Module power is due to power loss when cells are assembled into large modules. Different manufacturers will have different specifications, and even the same manufacturer will have different qualities.
Power is the power under ideal conditions, not the power value during actual operation. Conversion efficiency is also the ideal installation and replacement efficiency. Conversion efficiency can also be calculated as the power of the component divided by the surface area of the component. Therefore, in real applications, as the lighting changes, the power value and conversion efficiency continue to change.
How to calculate the power of solar cell modules
Peak power is the most suitable power of the solar cell module under standard conditions (AM1.5, irradiance 1000w/ ㎡, 25 ℃) and corresponding to the powerthat it produces when the load is large - as well as at the maximum power the component can produce.
Peak power is an ideal value measured to measure the electrical performance of components: actual working conditions are usually not standard conditions and the load size is usually not quite adapted. Generally, the rated power of the module is not mentioned.
For a 60 cell module, the maximum power is 200W, which refers to the power of the entire module.
Currently, the only practical solar cells are silicon solar cells. For commercial silicon solar cells, the manufacturer will assign the cell a number when it leaves the factory, which corresponds to the peak power. For example, for a solar panel measuring one meter by two meters, the factory specification given by the manufacturer is 300 W. It can provide a maximum power of 300 W.Maximum output power of 300 W.
The so-called peak power of solar cells is a myth. This is actually a laboratory concept. Can the maximum power of solar cells be achieved in general applications? Yes, provided that certain small conditions are met.
1. Dry climate (not respected in many southern regions)
2. Sunny and cloudless weather ( it's not difficult)
3. The highest standard for airborne particles (meaning you've experienced it twice in your life and you want to exclaim: "It's really sunny after it rains." The clear sky is so cool)
4. Midday time (it's not difficult, but the window of time qualified is only a few hours, otherwise the air difference and spectral refraction changes must be taken into account)
p>5. The panel is 90 degrees perpendicular to the lightincident from the sun (isn't it just an alignment? But you have to be diligent, you have to move it every three to five minutes)
6. The surface of the panel is maintained Excellent dissipation conditions thermal (use an electric fan? It's an almost impossible task)

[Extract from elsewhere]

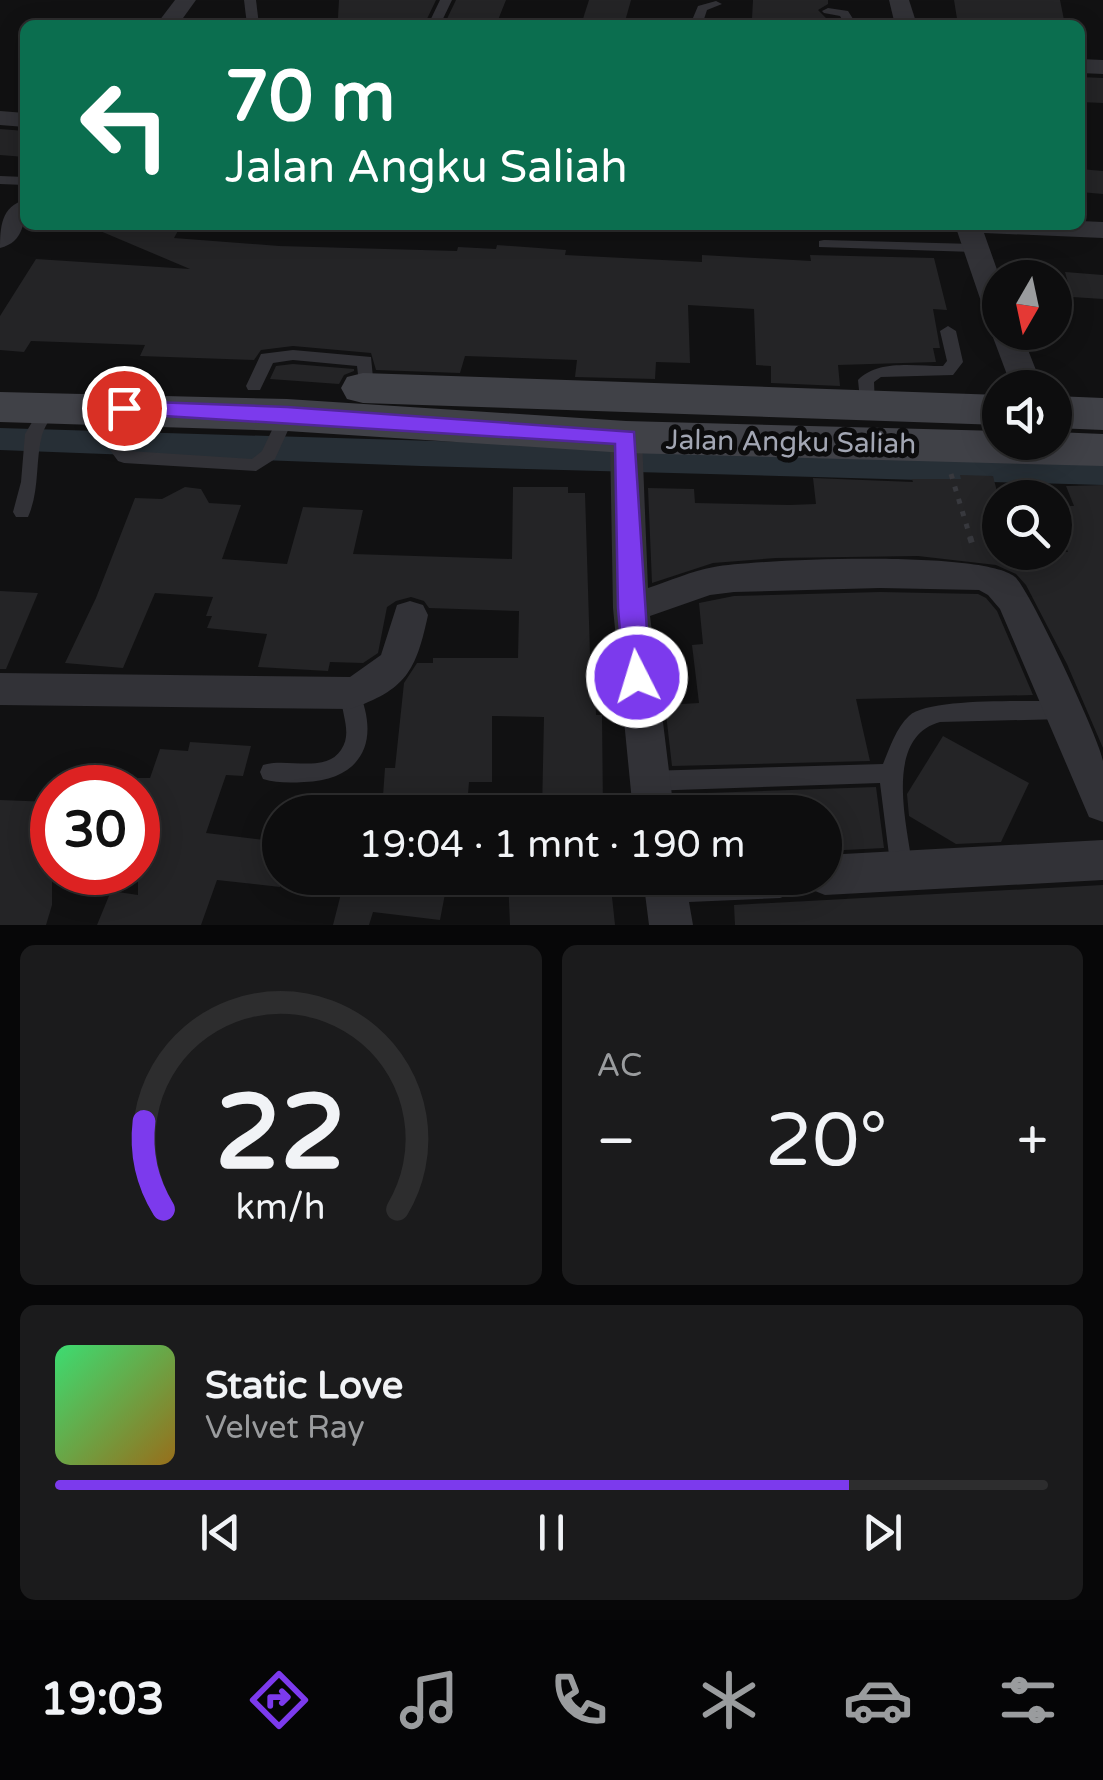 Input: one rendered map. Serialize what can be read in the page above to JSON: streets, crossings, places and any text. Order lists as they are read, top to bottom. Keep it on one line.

7. Remove the protection on the surface of the battery panel (mainly inorganic glass or transparent organic materials, which will cause loss light about 8%)
8. The surface of the battery is clean (easy! After removing the protection on the surface of the battery plate, the surface of the battery will be naturally very clean)
9. Battery plateIt has not been exposed to the sun since it left the factory (the more it is exposed to the sun, the older it gets and the performance is lower)
9.5. And the last half, there must be one. phone number on the battery card, but you can't get itcall. It's the answering machine talking to you.
When these conditions are met, that's when you get the maximum power from your panels.
Obviously, these conditions are too harsh. So, how much peak power can solar cells achieve under normal circumstances? If conditions 1, 2, 4 and 5 above are met (there is still such a chance), the output power can reach 80% of the peak power. However, tracking the sun's rays is very tedious and requires an automatic tracking system. This is an impossible task to do manually.
Generally, battery panels installed at the best fixed angle will have a 15% discount in addition to 80%, which is 70%. If laid flat on the roof at the same angle as the roof, the efficiency is typically only 70% of the above plus 30% reduction, or only about half the maximum output.
At present, the efficiency of relatively good quality and reasonably priced monocrystalline silicon solar cells is about 15%, that is, provided that the above-mentioned peak power is basically achieved ( this condition is easy to achieve in the laboratory) Satisfied), can produce a power of 150 W per square meter. So get this type of battery, measure its net surface area, multiply it by 15% per square meter and you will get the maximum possible power output. Polysilicon and amorphous silicon are much less efficient than this figure.